● DATA
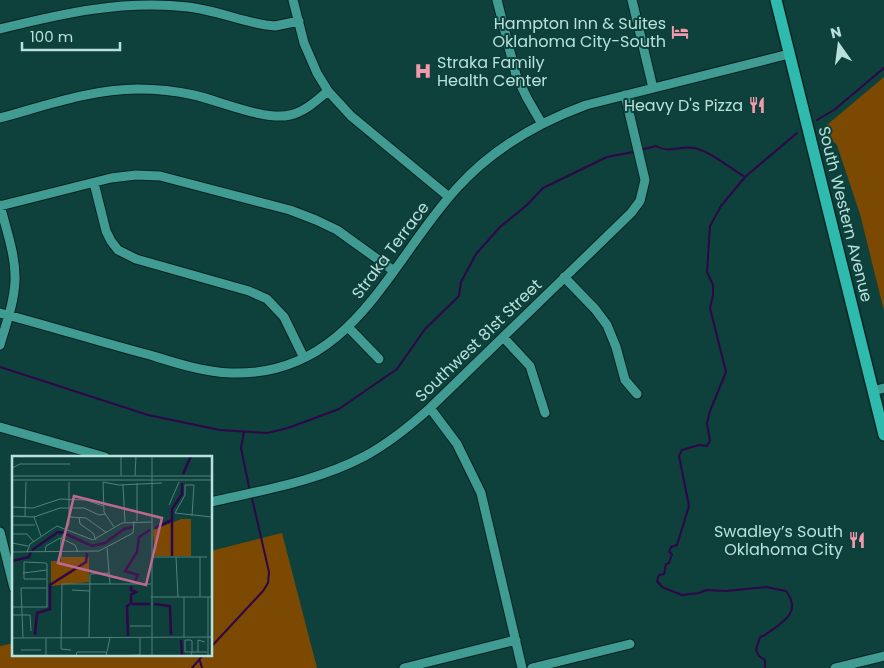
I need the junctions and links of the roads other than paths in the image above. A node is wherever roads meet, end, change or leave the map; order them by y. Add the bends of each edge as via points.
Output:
1 (293, 0) edge
2 (497, 0) edge
3 (632, 0) edge
4 (776, 0) edge
5 (298, 21) junction
6 (0, 29) edge
7 (789, 54) junction
8 (653, 88) junction
9 (328, 91) junction
10 (625, 95) junction
11 (0, 118) edge
12 (542, 124) junction
13 (94, 183) junction
14 (449, 197) junction
15 (0, 205) edge
16 (394, 271) junction
17 (564, 277) junction
18 (4, 314) edge
19 (348, 328) junction
20 (503, 337) junction
21 (0, 345) edge
22 (304, 358) junction
23 (379, 359) dead end
24 (878, 389) edge
25 (636, 394) dead end
26 (430, 408) junction
27 (545, 413) dead end
28 (0, 427) edge
29 (884, 435) edge
30 (102, 456) edge
31 (212, 502) edge
32 (0, 532) edge
33 (6, 553) edge
34 (12, 579) edge
35 (516, 640) junction
36 (630, 644) dead end
37 (884, 656) edge
38 (404, 668) edge
39 (522, 668) edge
40 (532, 668) edge
41 (835, 668) edge

1 - 5 street
2 - 12 street via 516,75
3 - 8 street
4 - 7 main road, South Western Avenue
5 - 6 street via 275,26 190,7 136,3 82,9
5 - 9 street via 304,44
7 - 8 street, Straka Terrace
7 - 24 main road, South Western Avenue
8 - 10 street, Straka Terrace
9 - 11 street via 301,111 284,116 268,115 194,95 136,89 95,94
9 - 14 street via 351,116
10 - 12 street, Straka Terrace via 586,105
10 - 17 street, Southwest 81st Street via 644,172 642,197 631,213
12 - 14 street, Straka Terrace via 495,153
13 - 15 street
13 - 16 street via 124,176 160,176 297,212 337,230
13 - 22 street via 106,231 118,250 136,259 267,299 284,317
14 - 16 street, Straka Terrace
15 - 18 street via 15,270 14,297
16 - 19 street, Straka Terrace
17 - 20 street, Southwest 81st Street
17 - 25 street via 607,325 626,380
18 - 21 street
18 - 22 street, Straka Terrace via 214,372 267,371
19 - 22 street, Straka Terrace
19 - 23 street
20 - 26 street, Southwest 81st Street
20 - 27 street via 530,366
24 - 29 main road, South Western Avenue
26 - 31 street, Southwest 81st Street via 383,445 341,467
26 - 35 street via 457,444 482,493
28 - 30 street
32 - 33 street
33 - 34 street
35 - 38 street
35 - 39 street
36 - 40 street
37 - 41 street

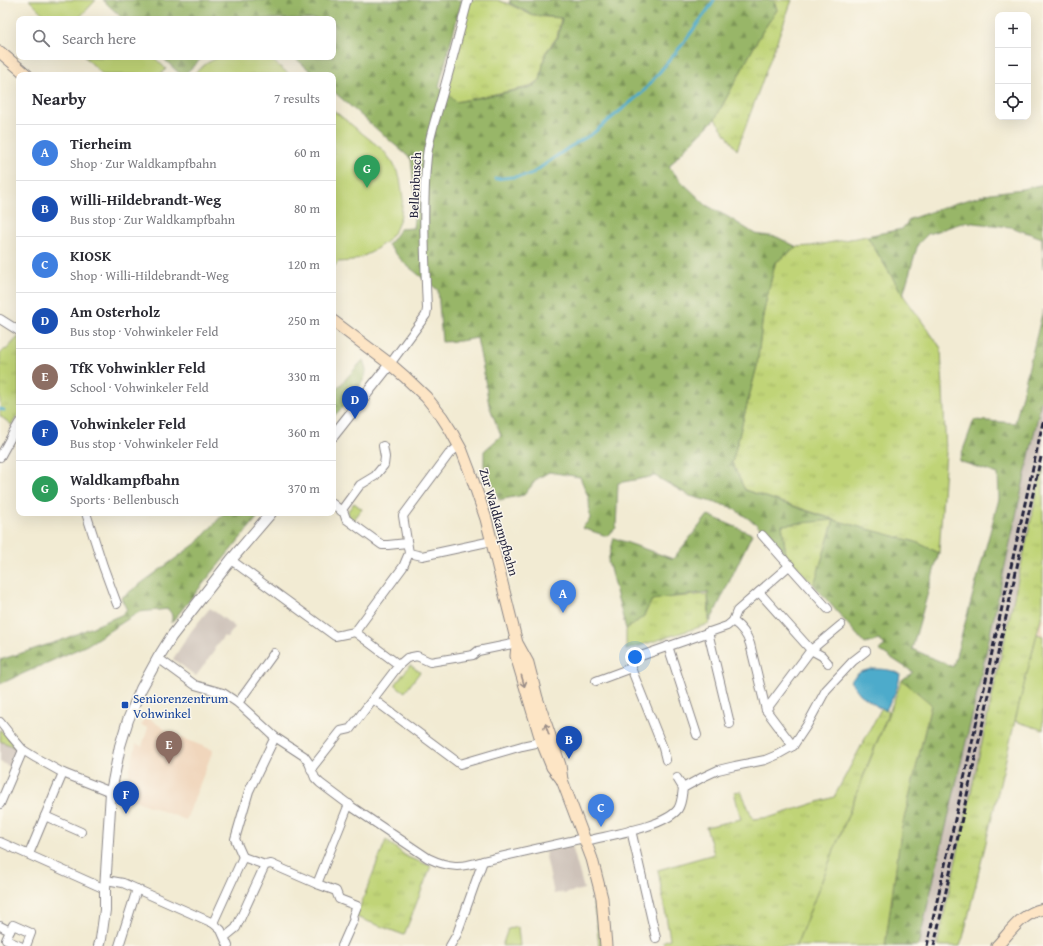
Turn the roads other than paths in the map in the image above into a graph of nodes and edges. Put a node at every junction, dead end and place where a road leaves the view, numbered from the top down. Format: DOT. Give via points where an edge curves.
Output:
graph roads {
  1 [pos="468,0"];
  2 [pos="0,52"];
  3 [pos="23,72"];
  4 [pos="0,319"];
  5 [pos="336,323"];
  6 [pos="16,329"];
  7 [pos="390,364"];
  8 [pos="16,428"];
  9 [pos="336,432"];
  10 [pos="383,446"];
  11 [pos="459,446"];
  12 [pos="0,457"];
  13 [pos="336,507"];
  14 [pos="341,511"];
  15 [pos="87,516"];
  16 [pos="268,516"];
  17 [pos="762,535"];
  18 [pos="492,540"];
  19 [pos="407,543"];
  20 [pos="409,553"];
  21 [pos="231,560"];
  22 [pos="790,565"];
  23 [pos="760,592"];
  24 [pos="117,604"];
  25 [pos="828,608"];
  26 [pos="733,620"];
  27 [pos="840,624"];
  28 [pos="355,632"];
  29 [pos="708,632"];
  30 [pos="517,643"];
  31 [pos="668,646"];
  32 [pos="811,650"];
  33 [pos="866,651"];
  34 [pos="274,653"];
  35 [pos="158,658"];
  36 [pos="399,665"];
  37 [pos="631,668"];
  38 [pos="834,669"];
  39 [pos="596,681"];
  40 [pos="373,699"];
  41 [pos="238,703"];
  42 [pos="766,710"];
  43 [pos="0,722"];
  44 [pos="730,724"];
  45 [pos="697,736"];
  46 [pos="275,737"];
  47 [pos="541,740"];
  48 [pos="793,746"];
  49 [pos="24,750"];
  50 [pos="666,760"];
  51 [pos="312,769"];
  52 [pos="63,773"];
  53 [pos="677,778"];
  54 [pos="562,780"];
  55 [pos="683,788"];
  56 [pos="111,792"];
  57 [pos="0,804"];
  58 [pos="349,804"];
  59 [pos="45,816"];
  60 [pos="631,830"];
  61 [pos="81,832"];
  62 [pos="585,839"];
  63 [pos="0,842"];
  64 [pos="29,854"];
  65 [pos="242,857"];
  66 [pos="483,861"];
  67 [pos="265,866"];
  68 [pos="106,884"];
  69 [pos="317,884"];
  70 [pos="137,889"];
  71 [pos="1043,909"];
  72 [pos="213,923"];
  73 [pos="0,926"];
  74 [pos="10,931"];
  75 [pos="225,937"];
  76 [pos="656,938"];
  77 [pos="20,946"];
  78 [pos="26,946"];
  79 [pos="99,946"];
  80 [pos="119,946"];
  81 [pos="228,946"];
  82 [pos="342,946"];
  83 [pos="450,946"];
  84 [pos="606,946"];
  85 [pos="998,946"];
  1 -- 7 [label="street, Bellenbusch" via="432,128 427,155 425,258 428,309"];
  2 -- 3 [label="main road"];
  4 -- 6 [label="street"];
  5 -- 7 [label="main road, Zur Waldkampfbahn"];
  7 -- 9 [label="street"];
  7 -- 11 [label="main road, Zur Waldkampfbahn" via="426,397"];
  8 -- 12 [label="street"];
  10 -- 14 [label="street" via="384,464 375,476 360,485"];
  11 -- 18 [label="main road, Zur Waldkampfbahn" via="477,490"];
  11 -- 19 [label="street" via="449,454 403,516"];
  13 -- 14 [label="street"];
  14 -- 19 [label="street" via="346,519 382,545"];
  15 -- 24 [label="street"];
  16 -- 21 [label="street"];
  17 -- 22 [label="street"];
  18 -- 20 [label="street" via="422,556"];
  18 -- 30 [label="main road, Zur Waldkampfbahn"];
  19 -- 20 [label="street"];
  20 -- 28 [label="street" via="403,567"];
  21 -- 28 [label="street" via="335,636"];
  21 -- 35 [label="street" via="171,637"];
  22 -- 23 [label="street"];
  22 -- 25 [label="street"];
  23 -- 26 [label="street" via="738,611"];
  23 -- 32 [label="street"];
  26 -- 29 [label="street" via="727,626"];
  26 -- 42 [label="street" via="748,636"];
  27 -- 32 [label="street"];
  28 -- 36 [label="street"];
  29 -- 31 [label="street"];
  29 -- 44 [label="street"];
  30 -- 36 [label="street" via="478,651 473,655 430,662 417,656 407,658"];
  30 -- 47 [label="main road, Zur Waldkampfbahn, one-way" via="516,656"];
  54 -- 30 [label="main road, Zur Waldkampfbahn, one-way" via="560,764 528,663"];
  31 -- 37 [label="street" via="635,658"];
  31 -- 45 [label="street"];
  32 -- 38 [label="street" via="822,656"];
  32 -- 42 [label="street"];
  33 -- 38 [label="street" via="853,661"];
  34 -- 41 [label="street"];
  35 -- 41 [label="street" via="195,686 223,693"];
  35 -- 56 [label="street" via="128,720"];
  36 -- 40 [label="street"];
  37 -- 39 [label="street"];
  37 -- 50 [label="street"];
  38 -- 48 [label="street" via="826,690"];
  40 -- 47 [label="street" via="460,764"];
  40 -- 51 [label="street" via="350,728 340,731"];
  41 -- 46 [label="street"];
  42 -- 48 [label="street"];
  43 -- 49 [label="street"];
  46 -- 51 [label="street" via="304,756"];
  46 -- 65 [label="street" via="249,791 235,839"];
  47 -- 54 [label="main road, Zur Waldkampfbahn" via="552,767"];
  48 -- 55 [label="street" via="765,760 718,770"];
  49 -- 52 [label="street"];
  49 -- 57 [label="street"];
  51 -- 58 [label="street" via="315,778"];
  52 -- 56 [label="street"];
  52 -- 59 [label="street"];
  53 -- 55 [label="street"];
  54 -- 62 [label="main road, Zur Waldkampfbahn"];
  55 -- 60 [label="street" via="679,807 672,815 656,824"];
  56 -- 68 [label="street"];
  58 -- 66 [label="street" via="438,863 467,866"];
  58 -- 69 [label="street"];
  59 -- 61 [label="street"];
  59 -- 64 [label="street"];
  60 -- 62 [label="street"];
  60 -- 76 [label="street"];
  62 -- 66 [label="street"];
  62 -- 84 [label="main road, Zur Waldkampfbahn" via="602,898"];
  63 -- 64 [label="street"];
  64 -- 68 [label="street"];
  65 -- 67 [label="street"];
  65 -- 72 [label="street"];
  66 -- 83 [label="street" via="457,934"];
  67 -- 69 [label="street" via="271,864"];
  67 -- 75 [label="street" via="236,928"];
  68 -- 70 [label="street" via="120,882"];
  68 -- 79 [label="street"];
  69 -- 82 [label="street" via="336,891 339,899 357,906"];
  70 -- 72 [label="street"];
  70 -- 80 [label="street"];
  71 -- 85 [label="main road" via="1020,920"];
  72 -- 75 [label="street"];
  73 -- 74 [label="street"];
  74 -- 77 [label="street" via="6,940"];
  74 -- 78 [label="street" via="13,925 31,934"];
  75 -- 81 [label="street"];
}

● EXERCISE OBJECTIVE
Whenever the string "Southwest" occurs in a line of the entries above, copy that line.

● RESPONSE BELOW
10 - 17 street, Southwest 81st Street via 644,172 642,197 631,213
17 - 20 street, Southwest 81st Street
20 - 26 street, Southwest 81st Street
26 - 31 street, Southwest 81st Street via 383,445 341,467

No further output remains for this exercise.